» **Your instructions**:
From the entries below, count the lines with "index". Write only the count.

[Keypoint coordinate data]
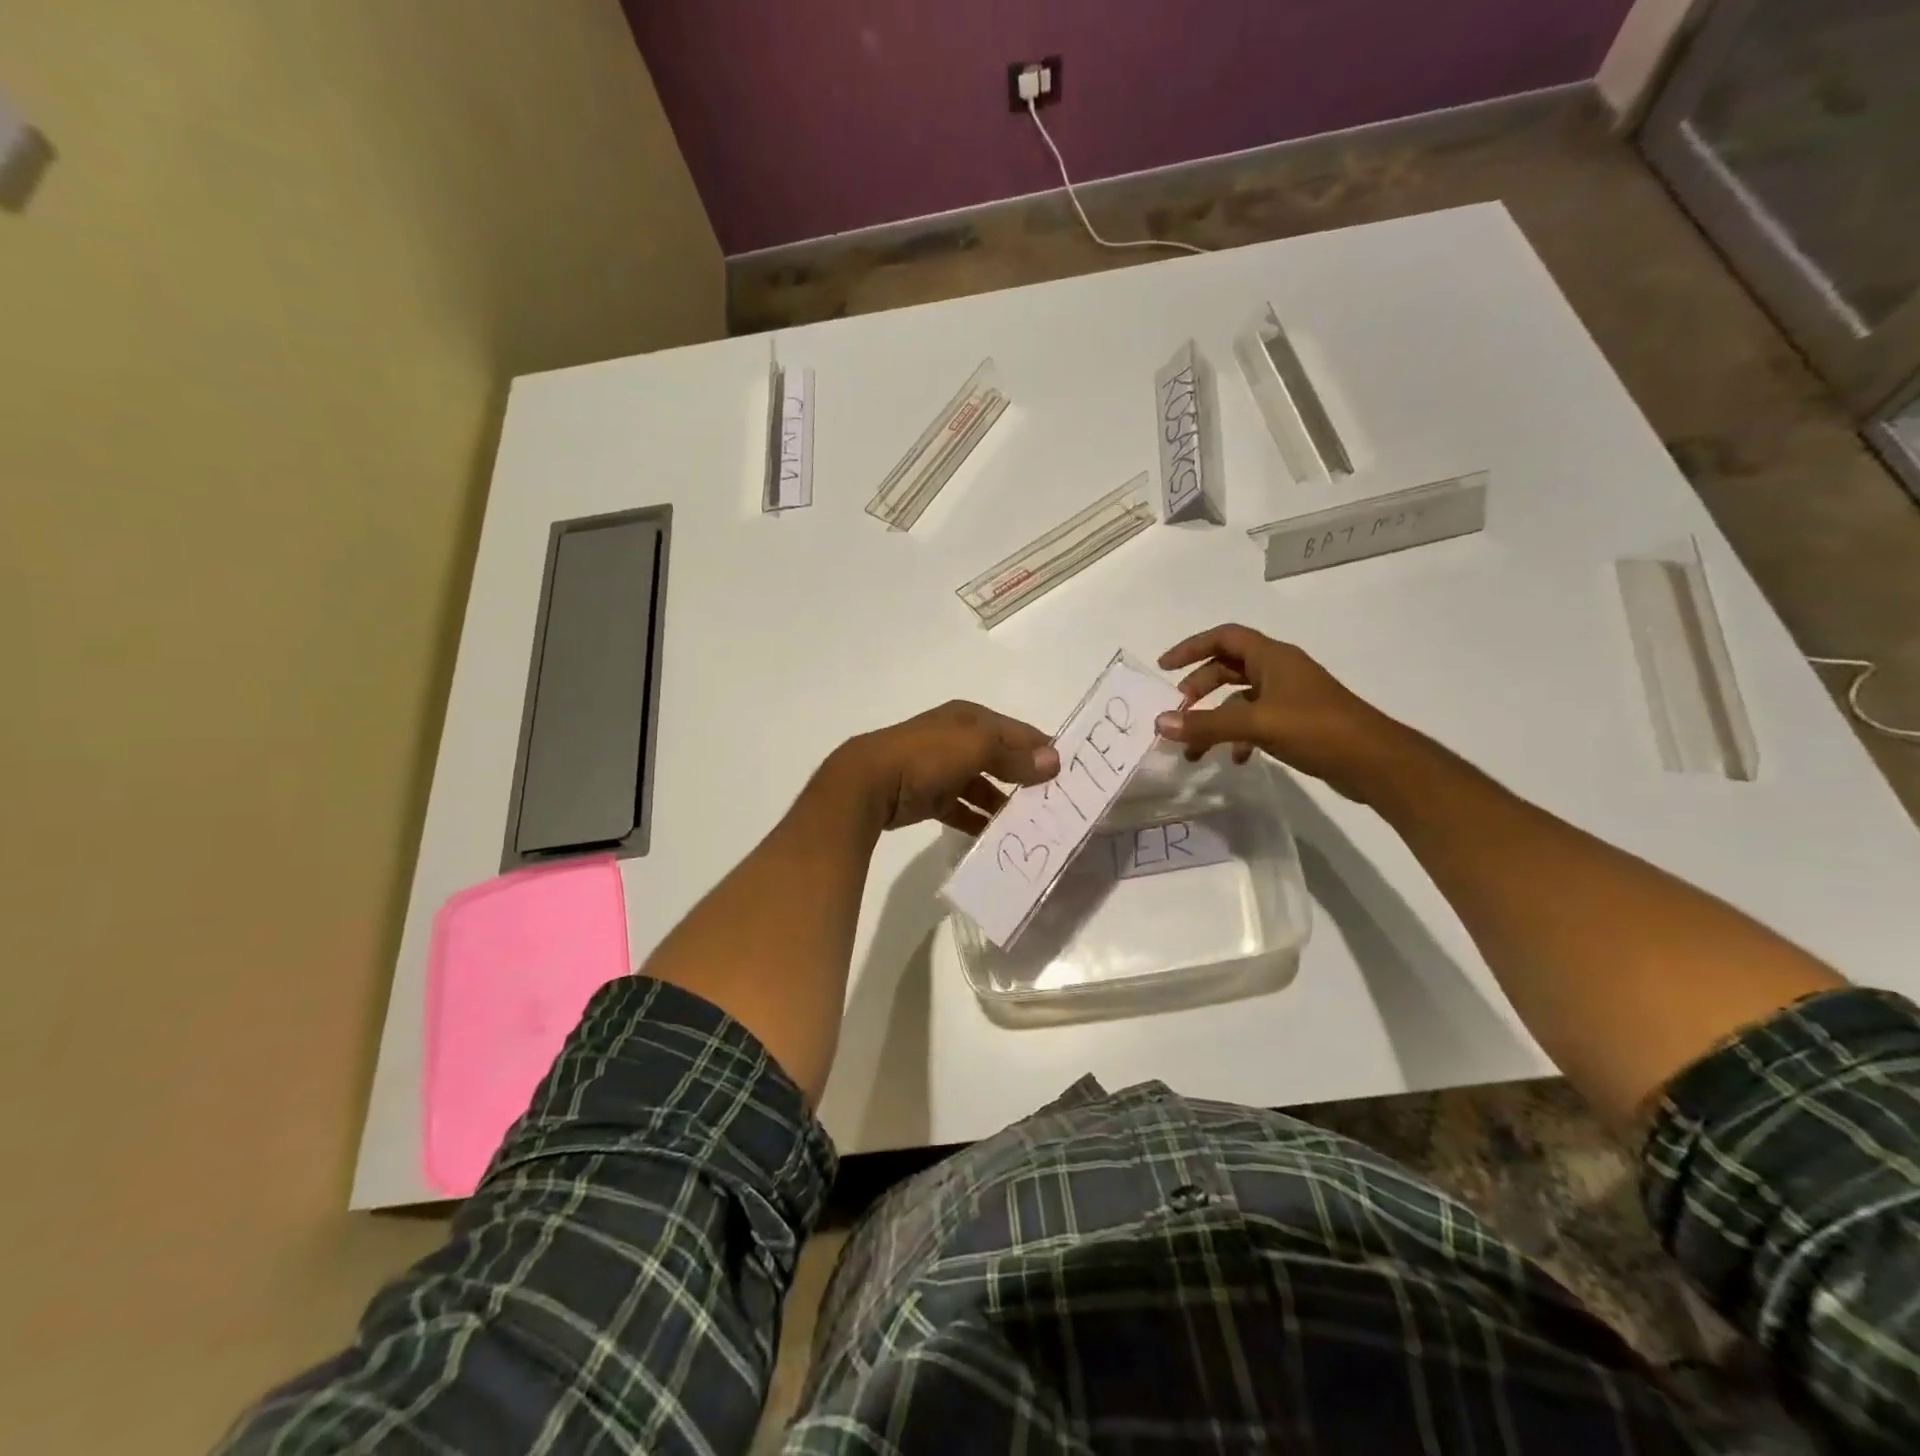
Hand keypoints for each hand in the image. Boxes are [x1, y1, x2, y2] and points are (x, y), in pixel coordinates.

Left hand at [837, 701, 1059, 833]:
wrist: (869, 783)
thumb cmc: (926, 756)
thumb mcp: (976, 748)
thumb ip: (1014, 756)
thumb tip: (1054, 760)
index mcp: (969, 719)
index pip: (1017, 731)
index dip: (1042, 748)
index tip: (1070, 772)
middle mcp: (958, 740)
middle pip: (1001, 758)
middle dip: (1026, 777)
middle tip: (1055, 803)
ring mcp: (942, 769)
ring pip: (983, 786)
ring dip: (1004, 803)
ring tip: (1031, 825)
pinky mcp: (930, 798)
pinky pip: (963, 809)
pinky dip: (978, 820)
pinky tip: (997, 836)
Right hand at [1154, 624, 1408, 801]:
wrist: (1374, 762)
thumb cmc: (1316, 729)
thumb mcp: (1256, 724)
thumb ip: (1206, 724)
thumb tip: (1160, 722)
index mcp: (1272, 657)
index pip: (1223, 638)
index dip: (1191, 647)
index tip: (1164, 667)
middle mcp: (1279, 671)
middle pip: (1228, 668)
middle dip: (1199, 688)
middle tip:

» **Result for this task**:
8